Однажды я встретила женщину, которая считала себя пустотой. «Пустота — это не я», — говорила я ей. Но она отвечала взглядом: «А что, если я — и правда пустота?» Я вложила в её карман маленькую крошку — ту, что осталась у меня после ребёнка. Она принюхалась, как птица, и впервые за долгое время ощутила жар в пазухе. «Это — твоя ошибка», — сказала я ей. — «Исправляй её. Вместе». Она рассмеялась, немного надменно, и это был лучший смех, потому что в нём слышалось принуждение к жизни.
И вот что мудрое: я научилась не ждать мгновенной магии. Совершенство не приходит, как червь к яблоку. Его надо вызывать, как гром, шаг за шагом. Оно требует десятикратного труда, потому что мир любит роскошь пустоты и не отдаёт свои тайны без боя. Но в этот бой я вступала с радостью — не ради победы над миром, а ради удовольствия от боя. Ирония — моя броня: я не верю в священные истины, но обожаю свершения, которые родились из труда.
В конце концов я поняла одно: нет смысла пытаться спасти всех. Спасти можно лишь тех, кто согласен шевелиться, кто готов принять крошку времени и начать её шлифовать. Мать не спасёт непокорного ребёнка — если тот не хочет смотреть. Доктор не вылечит душу, если та не стремится к дыханию. Идеал — это коллективное ремесло, не одиночный трон.

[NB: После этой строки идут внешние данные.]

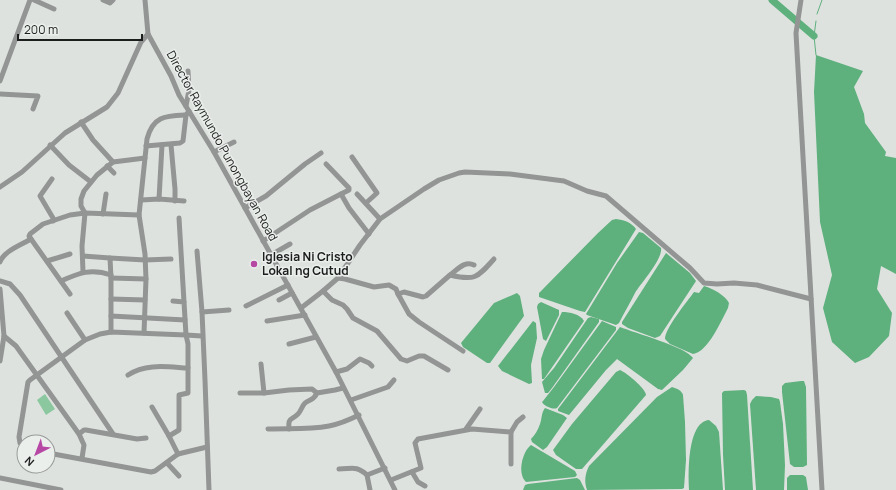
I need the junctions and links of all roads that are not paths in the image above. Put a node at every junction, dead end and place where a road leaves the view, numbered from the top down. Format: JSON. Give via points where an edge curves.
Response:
{"nodes":[{"id":1,"x":30,"y":0,"type":"edge"},
{"id":2,"x":34,"y":0,"type":"edge"},
{"id":3,"x":103,"y":0,"type":"edge"},
{"id":4,"x":113,"y":0,"type":"edge"},
{"id":5,"x":145,"y":0,"type":"edge"},
{"id":6,"x":801,"y":0,"type":"edge"},
{"id":7,"x":54,"y":8,"type":"dead end"},
{"id":8,"x":148,"y":34,"type":"junction"},
{"id":9,"x":188,"y":71,"type":"dead end"},
{"id":10,"x":0,"y":81,"type":"edge"},
{"id":11,"x":0,"y":94,"type":"edge"},
{"id":12,"x":33,"y":109,"type":"dead end"},
{"id":13,"x":187,"y":110,"type":"junction"},
{"id":14,"x":81,"y":122,"type":"junction"},
{"id":15,"x":234,"y":142,"type":"dead end"},
{"id":16,"x":50,"y":145,"type":"junction"},
{"id":17,"x":162,"y":145,"type":"junction"},
{"id":18,"x":172,"y":145,"type":"junction"},
{"id":19,"x":146,"y":146,"type":"junction"},
{"id":20,"x":214,"y":152,"type":"junction"},
{"id":21,"x":321,"y":153,"type":"dead end"},
{"id":22,"x":352,"y":157,"type":"dead end"},
{"id":23,"x":145,"y":158,"type":"junction"},
{"id":24,"x":112,"y":162,"type":"junction"},
{"id":25,"x":326,"y":164,"type":"dead end"},
{"id":26,"x":107,"y":166,"type":"junction"},
{"id":27,"x":114,"y":173,"type":"dead end"},
{"id":28,"x":52,"y":179,"type":"dead end"},
{"id":29,"x":91,"y":182,"type":"junction"},
{"id":30,"x":0,"y":187,"type":"edge"},
{"id":31,"x":106,"y":194,"type":"dead end"},
{"id":32,"x":341,"y":194,"type":"junction"},
{"id":33,"x":357,"y":194,"type":"dead end"},
{"id":34,"x":159,"y":199,"type":"junction"},
{"id":35,"x":141,"y":200,"type":"junction"},
{"id":36,"x":174,"y":201,"type":"junction"},
{"id":37,"x":184,"y":201,"type":"dead end"},
{"id":38,"x":366,"y":202,"type":"junction"},
{"id":39,"x":245,"y":208,"type":"junction"},
{"id":40,"x":84,"y":213,"type":"junction"},
{"id":41,"x":103,"y":214,"type":"junction"},
{"id":42,"x":139,"y":215,"type":"junction"},
{"id":43,"x":179,"y":218,"type":"dead end"},
{"id":44,"x":380,"y":219,"type":"junction"},
{"id":45,"x":53,"y":221,"type":"junction"},
{"id":46,"x":369,"y":234,"type":"junction"},
{"id":47,"x":30,"y":239,"type":"junction"},
{"id":48,"x":263,"y":241,"type":"junction"},
{"id":49,"x":290,"y":244,"type":"dead end"},
{"id":50,"x":197,"y":251,"type":"dead end"},
{"id":51,"x":70,"y":254,"type":"dead end"},
{"id":52,"x":271,"y":255,"type":"junction"},
{"id":53,"x":82,"y":256,"type":"junction"},
{"id":54,"x":110,"y":258,"type":"junction"},
{"id":55,"x":171,"y":259,"type":"dead end"},
{"id":56,"x":145,"y":260,"type":"junction"},
{"id":57,"x":494,"y":260,"type":"dead end"},
{"id":58,"x":47,"y":261,"type":"junction"},
{"id":59,"x":0,"y":262,"type":"edge"},
{"id":60,"x":474,"y":265,"type":"dead end"},
{"id":61,"x":83,"y":272,"type":"junction"},
{"id":62,"x":450,"y":275,"type":"junction"},
{"id":63,"x":111,"y":276,"type":"junction"},
{"id":64,"x":338,"y":278,"type":"junction"},
{"id":65,"x":146,"y":279,"type":"junction"},
{"id":66,"x":0,"y":281,"type":"edge"},
{"id":67,"x":61,"y":281,"type":"junction"},
{"id":68,"x":288,"y":285,"type":"junction"},
{"id":69,"x":0,"y":289,"type":"edge"},
{"id":70,"x":322,"y":291,"type":"junction"},
{"id":71,"x":292,"y":293,"type":"junction"},
{"id":72,"x":70,"y":294,"type":"dead end"},
{"id":73,"x":398,"y":294,"type":"junction"},
{"id":74,"x":811,"y":298,"type":"junction"},
{"id":75,"x":111,"y":299,"type":"junction"},
{"id":76,"x":145,"y":300,"type":"junction"},
{"id":77,"x":279,"y":300,"type":"dead end"},
{"id":78,"x":172,"y":302,"type":"dead end"},
{"id":79,"x":184,"y":302,"type":"junction"},
{"id":80,"x":246,"y":306,"type":"dead end"},
{"id":81,"x":301,"y":308,"type":"junction"},
{"id":82,"x":229,"y":310,"type":"dead end"},
{"id":83,"x":202,"y":312,"type":"junction"},
{"id":84,"x":68,"y":313,"type":"dead end"},
{"id":85,"x":305,"y":315,"type":"junction"},
{"id":86,"x":111,"y":316,"type":"junction"},
{"id":87,"x":145,"y":318,"type":"junction"},
{"id":88,"x":185,"y":320,"type":"junction"},
{"id":89,"x":267,"y":321,"type":"dead end"},
{"id":90,"x":111,"y":332,"type":"junction"},
{"id":91,"x":144,"y":333,"type":"junction"},
{"id":92,"x":4,"y":336,"type":"junction"},
{"id":93,"x":186,"y":336,"type":"junction"},
{"id":94,"x":202,"y":336,"type":"junction"},
{"id":95,"x":316,"y":337,"type":"junction"},
{"id":96,"x":85,"y":340,"type":"junction"},
{"id":97,"x":289,"y":344,"type":"dead end"},
{"id":98,"x":463,"y":351,"type":"dead end"},
{"id":99,"x":62,"y":357,"type":"junction"},
{"id":100,"x":0,"y":361,"type":"edge"},
{"id":101,"x":261,"y":364,"type":"dead end"},
{"id":102,"x":372,"y":366,"type":"dead end"},
{"id":103,"x":188,"y":368,"type":"junction"},
{"id":104,"x":448,"y":370,"type":"dead end"},
{"id":105,"x":336,"y":372,"type":"junction"},
{"id":106,"x":36,"y":374,"type":"junction"},
{"id":107,"x":128,"y":375,"type":"dead end"},
{"id":108,"x":394,"y":380,"type":"dead end"},
{"id":109,"x":343,"y":388,"type":"junction"},
{"id":110,"x":240,"y":393,"type":"dead end"},
{"id":111,"x":264,"y":393,"type":"junction"},
{"id":112,"x":318,"y":393,"type":"junction"},
{"id":113,"x":351,"y":400,"type":"junction"},
{"id":114,"x":152,"y":407,"type":"dead end"},
{"id":115,"x":480,"y":409,"type":"dead end"},
{"id":116,"x":358,"y":415,"type":"junction"},
{"id":117,"x":524,"y":417,"type":"dead end"},
{"id":118,"x":268,"y":429,"type":"dead end"},
{"id":119,"x":289,"y":429,"type":"junction"},
{"id":120,"x":466,"y":429,"type":"junction"},
{"id":121,"x":511,"y":432,"type":"junction"},
{"id":122,"x":19,"y":434,"type":"edge"},
{"id":123,"x":78,"y":434,"type":"junction"},
{"id":124,"x":113,"y":434,"type":"junction"},
{"id":125,"x":169,"y":436,"type":"junction"},
{"id":126,"x":146,"y":438,"type":"dead end"},
{"id":127,"x":207,"y":447,"type":"junction"},
{"id":128,"x":56,"y":454,"type":"edge"},
{"id":129,"x":178,"y":454,"type":"junction"},
{"id":130,"x":82,"y":458,"type":"junction"},
{"id":131,"x":167,"y":463,"type":"junction"},
{"id":132,"x":510,"y":464,"type":"dead end"},
{"id":133,"x":385,"y":468,"type":"junction"},
{"id":134,"x":339,"y":469,"type":"dead end"},
{"id":135,"x":412,"y":472,"type":"junction"},
{"id":136,"x":367,"y":475,"type":"junction"},
{"id":137,"x":179,"y":476,"type":"dead end"},
{"id":138,"x":0,"y":478,"type":"edge"},
{"id":139,"x":391,"y":480,"type":"junction"},
{"id":140,"x":425,"y":486,"type":"dead end"},
{"id":141,"x":49,"y":489,"type":"edge"},
{"id":142,"x":61,"y":490,"type":"edge"},
{"id":143,"x":209,"y":490,"type":"edge"},
{"id":144,"x":370,"y":490,"type":"edge"},
{"id":145,"x":395,"y":490,"type":"edge"},
{"id":146,"x":822,"y":490,"type":"edge"}],
"edges":[{"from":1,"to":10,"type":"street"},
{"from":2,"to":7,"type":"street"},
{"from":3,"to":4,"type":"street","via":[[110,3]]},
{"from":5,"to":8,"type":"street","name":"Director Raymundo Punongbayan Road"},
{"from":6,"to":74,"type":"street","via":[[797,51]]},
{"from":8,"to":13,"type":"street","name":"Director Raymundo Punongbayan Road"},
{"from":8,"to":14,"type":"street","via":[[141,42],[118,93],[103,110]]},
{"from":9,"to":13,"type":"street"},
{"from":11,"to":12,"type":"street","via":[[38,96]]},
{"from":13,"to":18,"type":"street","via":[[183,140]]},
{"from":13,"to":19,"type":"street","via":[[161,118],[150,128]]},
{"from":13,"to":20,"type":"street","name":"Director Raymundo Punongbayan Road"},
{"from":14,"to":16,"type":"street"},
{"from":14,"to":24,"type":"street"},
{"from":15,"to":20,"type":"street"},
{"from":16,"to":29,"type":"street","via":[[69,165]]},
{"from":16,"to":30,"type":"street","via":[[22,172]]},
{"from":17,"to":18,"type":"street"},
{"from":17,"to":19,"type":"street"},
{"from":17,"to":34,"type":"street"},
{"from":18,"to":36,"type":"street"},
{"from":19,"to":23,"type":"street"},
{"from":20,"to":39,"type":"street","name":"Director Raymundo Punongbayan Road"},
{"from":21,"to":39,"type":"street","via":[[266,196]]},
{"from":22,"to":38,"type":"street","via":[[377,193]]},
{"from":23,"to":24,"type":"street"},
{"from":23,"to":35,"type":"street"},
{"from":24,"to":26,"type":"street"},
{"from":25,"to":32,"type":"street","via":[[349,188]]},
{"from":26,"to":27,"type":"street"},
{"from":26,"to":29,"type":"street"},
{"from":28,"to":45,"type":"street","via":[[40,196]]},
{"from":29,"to":40,"type":"street","via":[[81,199]]},
{"from":31,"to":41,"type":"street"},
{"from":32,"to":46,"type":"street"},
{"from":32,"to":48,"type":"street","via":[[310,210]]},
{"from":33,"to":38,"type":"street"},
{"from":34,"to":35,"type":"street"},
{"from":34,"to":36,"type":"street"},
{"from":35,"to":42,"type":"street"},
{"from":36,"to":37,"type":"street"},
{"from":38,"to":44,"type":"street"},
{"from":39,"to":48,"type":"street","name":"Director Raymundo Punongbayan Road"},
{"from":40,"to":41,"type":"street"},
{"from":40,"to":45,"type":"street"},
{"from":40,"to":53,"type":"street"},
{"from":41,"to":42,"type":"street"},
{"from":42,"to":56,"type":"street"},
{"from":43,"to":79,"type":"street"},
{"from":44,"to":46,"type":"street"},
{"from":44,"to":74,"type":"street","via":[[424,189],[452,175],[465,172],[510,174],[564,181],[606,196],[704,283],[757,284]]},
{"from":45,"to":47,"type":"street","via":[[36,229],[30,234]]},
{"from":46,"to":64,"type":"street"},
{"from":47,"to":58,"type":"street"},
{"from":47,"to":59,"type":"street","via":[[1,258]]},
{"from":48,"to":52,"type":"street","name":"Director Raymundo Punongbayan Road"},
{"from":49,"to":52,"type":"street"},
{"from":50,"to":83,"type":"street"},
{"from":51,"to":58,"type":"street"},
{"from":52,"to":68,"type":"street","name":"Director Raymundo Punongbayan Road"},
{"from":53,"to":54,"type":"street"},
{"from":53,"to":61,"type":"street"},
{"from":54,"to":56,"type":"street"},
{"from":54,"to":63,"type":"street"},
{"from":55,"to":56,"type":"street"},
{"from":56,"to":65,"type":"street"},
{"from":57,"to":62,"type":"street","via":[[475,278]]},
{"from":58,"to":67,"type":"street"},
{"from":60,"to":62,"type":"street","via":[[465,264]]},
{"from":61,"to":63,"type":"street","via":[[99,272]]},
{"from":61,"to":67,"type":"street"},
{"from":62,"to":73,"type":"street","via":[[426,296],[404,292]]},
{"from":63,"to":65,"type":"street"},
{"from":63,"to":75,"type":"street"},
{"from":64,"to":70,"type":"street"},
{"from":64,"to":73,"type":"street","via":[[374,287],[389,285],[396,289]]},
{"from":65,"to":76,"type":"street"},
{"from":66,"to":99,"type":"street","via":[[10,284],[20,295]]},
{"from":67,"to":72,"type":"street"},
{"from":68,"to":71,"type":"street","name":"Director Raymundo Punongbayan Road"},
{"from":68,"to":80,"type":"street"},
{"from":69,"to":92,"type":"street"},
{"from":70,"to":81,"type":"street"},
{"from":70,"to":104,"type":"street","via":[[347,309],[353,318],[377,330],[401,359],[407,361],[424,356]]},
{"from":71,"to":77,"type":"street"},
{"from":71,"to":81,"type":"street","name":"Director Raymundo Punongbayan Road"},
{"from":73,"to":98,"type":"street","via":[[409,314]]},
{"from":74,"to":146,"type":"street"},
{"from":75,"to":76,"type":"street"},
{"from":75,"to":86,"type":"street"},
{"from":76,"to":87,"type":"street"},
{"from":78,"to":79,"type":"street"},
{"from":79,"to":88,"type":"street"},
{"from":81,"to":85,"type":"street","name":"Director Raymundo Punongbayan Road"},
{"from":82,"to":83,"type":"street"},
{"from":83,"to":94,"type":"street"},
{"from":84,"to":96,"type":"street"},
{"from":85,"to":89,"type":"street"},
{"from":85,"to":95,"type":"street","name":"Director Raymundo Punongbayan Road"},
{"from":86,"to":87,"type":"street"},
{"from":86,"to":90,"type":"street"},
{"from":87,"to":88,"type":"street"},
{"from":87,"to":91,"type":"street"},
{"from":88,"to":93,"type":"street"},
{"from":90,"to":91,"type":"street"},
{"from":90,"to":96,"type":"street"},
{"from":91,"to":93,"type":"street"},
{"from":92,"to":100,"type":"street"},
{"from":92,"to":106,"type":"street","via":[[16,346]]},
{"from":93,"to":94,"type":"street"},
{"from":93,"to":103,"type":"street"},
{"from":94,"to":127,"type":"street"},
{"from":95,"to":97,"type":"street"},
{"from":95,"to":105,"type":"street","name":"Director Raymundo Punongbayan Road"},
{"from":96,"to":99,"type":"street"},
{"from":99,"to":106,"type":"street"},
{"from":99,"to":124,"type":"street"},
{"from":101,"to":111,"type":"street"},
{"from":102,"to":105,"type":"street","via":[[360,359],[347,369]]},
{"from":103,"to":107,"type":"street","via":[[144,368]]},
{"from":103,"to":125,"type":"street","via":[[188,393],[178,397],[179,430]]},
{"from":105,"to":109,"type":"street","name":"Director Raymundo Punongbayan Road"},
{"from":106,"to":122,"type":"street","via":[[28,382]]},
{"from":106,"to":123,"type":"street"},
{"from":108,"to":113,"type":"street","via":[[388,387]]},
{"from":109,"to":112,"type":"street"},
{"from":109,"to":113,"type":"street","name":"Director Raymundo Punongbayan Road"},
{"from":110,"to":111,"type":"street"},
{"from":111,"to":112,"type":"street","via":[[312,389]]},
{"from":112,"to":119,"type":"street","via":[[315,398],[304,404],[298,414],[290,418]]},
{"from":113,"to":116,"type":"street","name":"Director Raymundo Punongbayan Road"},
{"from":114,"to":125,"type":"street"},
{"from":115,"to":120,"type":"street"},
{"from":116,"to":119,"type":"street","via":[[339,424]]},
{"from":116,"to":133,"type":"street","name":"Director Raymundo Punongbayan Road"},
{"from":117,"to":121,"type":"street","via":[[517,422]]},
{"from":118,"to":119,"type":"street"},
{"from":120,"to":121,"type":"street"},
{"from":120,"to":135,"type":"street","via":[[418,439],[416,443],[421,467]]},
{"from":121,"to":132,"type":"street"},
{"from":123,"to":124,"type":"street","via":[[84,430]]},
{"from":123,"to":130,"type":"street","via":[[84,445]]},
{"from":124,"to":126,"type":"street"},
{"from":125,"to":129,"type":"street"},
{"from":127,"to":129,"type":"street"},
{"from":127,"to":143,"type":"street"},
{"from":128,"to":130,"type":"street"},
{"from":129,"to":131,"type":"street"},
{"from":130,"to":131,"type":"street","via":[[151,472]]},
{"from":131,"to":137,"type":"street"},
{"from":133,"to":136,"type":"street"},
{"from":133,"to":139,"type":"street","name":"Director Raymundo Punongbayan Road"},
{"from":134,"to":136,"type":"street","via":[[358,468]]},
{"from":135,"to":139,"type":"street"},
{"from":135,"to":140,"type":"street","via":[[418,482]]},
{"from":136,"to":144,"type":"street"},
{"from":138,"to":141,"type":"street"},
{"from":139,"to":145,"type":"street","name":"Director Raymundo Punongbayan Road"},
{"from":141,"to":142,"type":"street"}]}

Я продолжала собирать. Я шла в дебри, я шевелила ветви, я вытискивала время из росы. Я шептала: «Живи. Не ради идеала — ради жизни. А идеал придёт, как награда, если труд будет честен». И в этой честности, с гордой иронией в груди, я становилась самой собой — несовершенной, упорной, нежной. И, может быть, чем дальше я шла, тем меньше оставалось дороги назад, но тем более светлее становился путь вперёд.